By Hayden McBennett, July 14 2016 —
After a long day at university, the last thing I want to think about is working out. But a few weeks ago I decided to kick that habit and take a stab at one of the newer fitness trends offered in the city this summer. My destination of choice was Barre Belle — a trendy newcomer to Calgary’s expanding boutique fitness scene, located in the heart of downtown.
The reception area resembles any other spin or barre studio — clean and modern, yet somehow still edgy. Most importantly though, the place is Instagrammable for those like myself who are looking to prove they can offset a weekend of binge drinking with semi-regular bouts of physical activity.
Inside is a small selection of S’well water bottles and the kind of athletic gear that Kylie Jenner might wear to a workout. The studio is quaint and peaceful. There were only two staff present — one instructs the class while the other signs in guests. Based purely on the size of the place, any more would be overkill.
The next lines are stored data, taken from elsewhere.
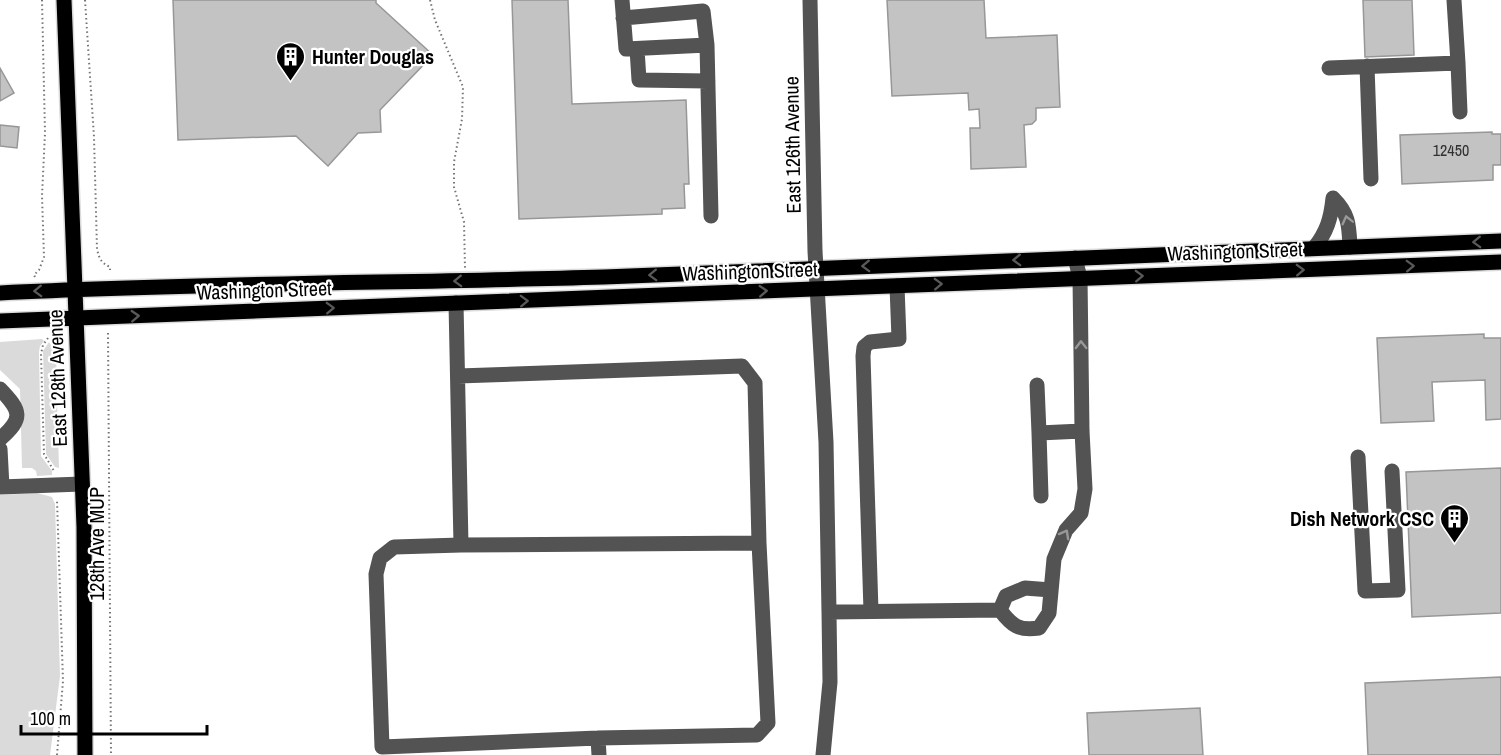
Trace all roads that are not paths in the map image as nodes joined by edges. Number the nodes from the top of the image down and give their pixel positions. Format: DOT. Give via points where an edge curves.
graph roads {
  1 [pos="64,0"];
  2 [pos="622,0"];
  3 [pos="810,0"];
  4 [pos="1454,0"];
  5 [pos="623,18"];
  6 [pos="707,45"];
  7 [pos="637,49"];
  8 [pos="1458,63"];
  9 [pos="1367,66"];
  10 [pos="1329,68"];
  11 [pos="708,81"];
  12 [pos="1460,112"];
  13 [pos="1371,179"];
  14 [pos="711,216"];
  15 [pos="1501,241"];
  16 [pos="1350,247"];
  17 [pos="1314,248"];
  18 [pos="1076,258"];
  19 [pos="1501,262"];
  20 [pos="816,268"];
  21 [pos="1351,268"];
  22 [pos="1080,278"];
  23 [pos="897,285"];
  24 [pos="817,289"];
  25 [pos="75,290"];
  26 [pos="0,293"];
  27 [pos="456,303"];
  28 [pos="76,318"];
  29 [pos="0,321"];
  30 [pos="458,376"];
  31 [pos="1037,385"];
  32 [pos="0,389"];
  33 [pos="1082,431"];
  34 [pos="1039,433"];
  35 [pos="0,439"];
  36 [pos="0,449"];
  37 [pos="1358,457"];
  38 [pos="1,471"];
  39 [pos="1392,471"];
  40 [pos="82,484"];
  41 [pos="1,487"];
  42 [pos="1041,495"];
  43 [pos="759,543"];
  44 [pos="461,545"];
  45 [pos="1051,590"];
  46 [pos="1000,610"];
  47 [pos="871,611"];
  48 [pos="829,612"];
  49 [pos="598,738"];
  50 [pos="382,751"];
  51 [pos="85,755"];
  52 [pos="599,755"];
  53 [pos="823,755"];
  1 -- 25 [label="main road, East 128th Avenue"];
  2 -- 5 [label="street"];
  3 -- 20 [label="street, East 126th Avenue"];
  4 -- 8 [label="street"];
  5 -- 6 [label="street" via="704,11"];
  5 -- 7 [label="street" via="626,49"];
  6 -- 7 [label="street"];
  6 -- 11 [label="street"];
  7 -- 11 [label="street" via="639,80"];
  8 -- 9 [label="street"];
  8 -- 12 [label="street"];
  9 -- 10 [label="street"];
  9 -- 13 [label="street"];
  11 -- 14 [label="street"];
  15 -- 16 [label="main road, Washington Street, one-way"];
  16 -- 17 [label="main road, Washington Street"];
  16 -- 17 [label="street, one-way" via="1344,209 1333,198 1326,231"];
  16 -- 21 [label="main road"];
  17 -- 18 [label="main road, Washington Street"];
  18 -- 20 [label="main road, Washington Street, one-way"];
  18 -- 22 [label="street"];
  21 -- 19 [label="main road, Washington Street, one-way"];
  20 -- 24 [label="street, East 126th Avenue"];
  20 -- 25 [label="main road, Washington Street, one-way"];
  22 -- 21 [label="main road, Washington Street, one-way"];
  23 -- 22 [label="main road, Washington Street, one-way"];
  33 -- 22 [label="street, one-way"];
  23 -- 24 [label="main road, Washington Street"];
  23 -- 47 [label="street" via="899,339 870,342 864,347 863,356"];
  27 -- 24 [label="main road, Washington Street, one-way"];
  24 -- 48 [label="street, East 126th Avenue" via="826,442"];
  25 -- 26 [label="main road, Washington Street, one-way"];
  25 -- 28 [label="main road, East 128th Avenue"];
  28 -- 27 [label="main road, Washington Street, one-way"];
  27 -- 30 [label="street"];
  28 -- 29 [label="main road, Washington Street"];
  28 -- 40 [label="main road, East 128th Avenue"];
  30 -- 43 [label="street" via="742,366 756,383"];
  30 -- 44 [label="street"];
  31 -- 34 [label="street"];
  32 -- 35 [label="street" via="15,405 17,420"];
  33 -- 34 [label="street"];
  45 -- 33 [label="street, one-way" via="1054,559 1066,530 1081,513 1085,489"];
  34 -- 42 [label="street"];
  36 -- 38 [label="street"];
  37 -- 39 [label="street" via="1365,591 1398,590"];
  38 -- 41 [label="street"];
  40 -- 41 [label="street"];
  40 -- 51 [label="main road, East 128th Avenue"];
  43 -- 44 [label="street"];
  43 -- 49 [label="street" via="768,723 757,735"];
  44 -- 50 [label="street" via="394,547 380,558 376,574"];
  45 -- 46 [label="street" via="1025,588 1006,596"];
  45 -- 46 [label="street" via="1049,613 1039,627 1028,629 1010,623"];
  46 -- 47 [label="street"];
  47 -- 48 [label="street"];
  48 -- 53 [label="street, East 126th Avenue" via="830,682"];
  49 -- 50 [label="street"];
  49 -- 52 [label="street"];
}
There were about 15 participants in my class. The room was painted ivory with black moulding, but otherwise resembled the dance studios from my childhood — floor-to-ceiling mirrors, big open windows and, of course, the illustrious ballet barre.
We were immediately instructed to grab two weights — ranging from 2.5-pounds to five-pounds each — and a red resistance band that initially seemed harmless. The instructor, Anna Kozicky, cheerfully instructed us that the class would begin with some light cardio and stretching.
Aware of my physical limitations in terms of strength, I had opted for the 2.5-pound weights thinking that I could at the very least follow through with anything Kozicky decided to throw at me. This was not the case.
A mix of dynamic cardio exercise left me — along with the rest of the back-row dwellers — sucking in air for dear life.
After 20 minutes of hell, Kozicky fluttered over to the bar like she had been doing this her entire life. Following her example, the rest of us hobbled over like a herd of wounded animals.
This was not the throwback to my childhood ballet class that I had anticipated. Second position, plié, down. Up, down — slowly! — hold. Pulse up. Repeat.
But then came the real horror. What was marketed as an elegant 55-minute class of exalted yoga consisted of around 15 minutes of wall sits that did not take place against a wall. A time before this I had daringly
considered my legs to be some of the stronger parts of my body. That illusion was promptly shattered.
My thighs shook like I was lifting a car to rescue a stranded child — except I was standing at a ballet barre in black asymmetrical cutouts wondering if I was really that perturbed by the idea of early onset disease.
The last portion of the class consisted of core exercises in plank position. At this point my ass had been kicked. I had checked out mentally. I was the wounded antelope of the class.
But as I spoke to my instructor, she barely seemed phased.
“I like a challenge,” she said. “A lot of other barre classes aren’t a hard sweat. So when I did this it was an instant love-slash-hate. It’s not an easy workout, but it’s not that complicated and it gives results.”
She went on to explain that, even
after having an extensive background in fitness, she found her first barre class challenging. For a moment I felt a tiny bit better. And then I felt my legs.
But overall, the class was enjoyable. The class was small enough that it felt personal. I never felt like I had been shoved into the corner of a dark, dungeon-like spin class and left to drown in my own sweat.
“A lot of people are scared of barre because they don’t have a background in dance,” said Kristi Stuart, co-owner of the studio alongside Jill Belland. “They don’t realize that it isn’t just a bunch of choreography.”
The studio offers a variety of classes. Barre X is more cardio heavy and Barre Ballet has a stricter dance approach.
But take my word for it and try the Barre Belle class first. You’ll be surprised to find how easy it is for a pair of 2.5-pound dumbbells and some pliés to kick your ass.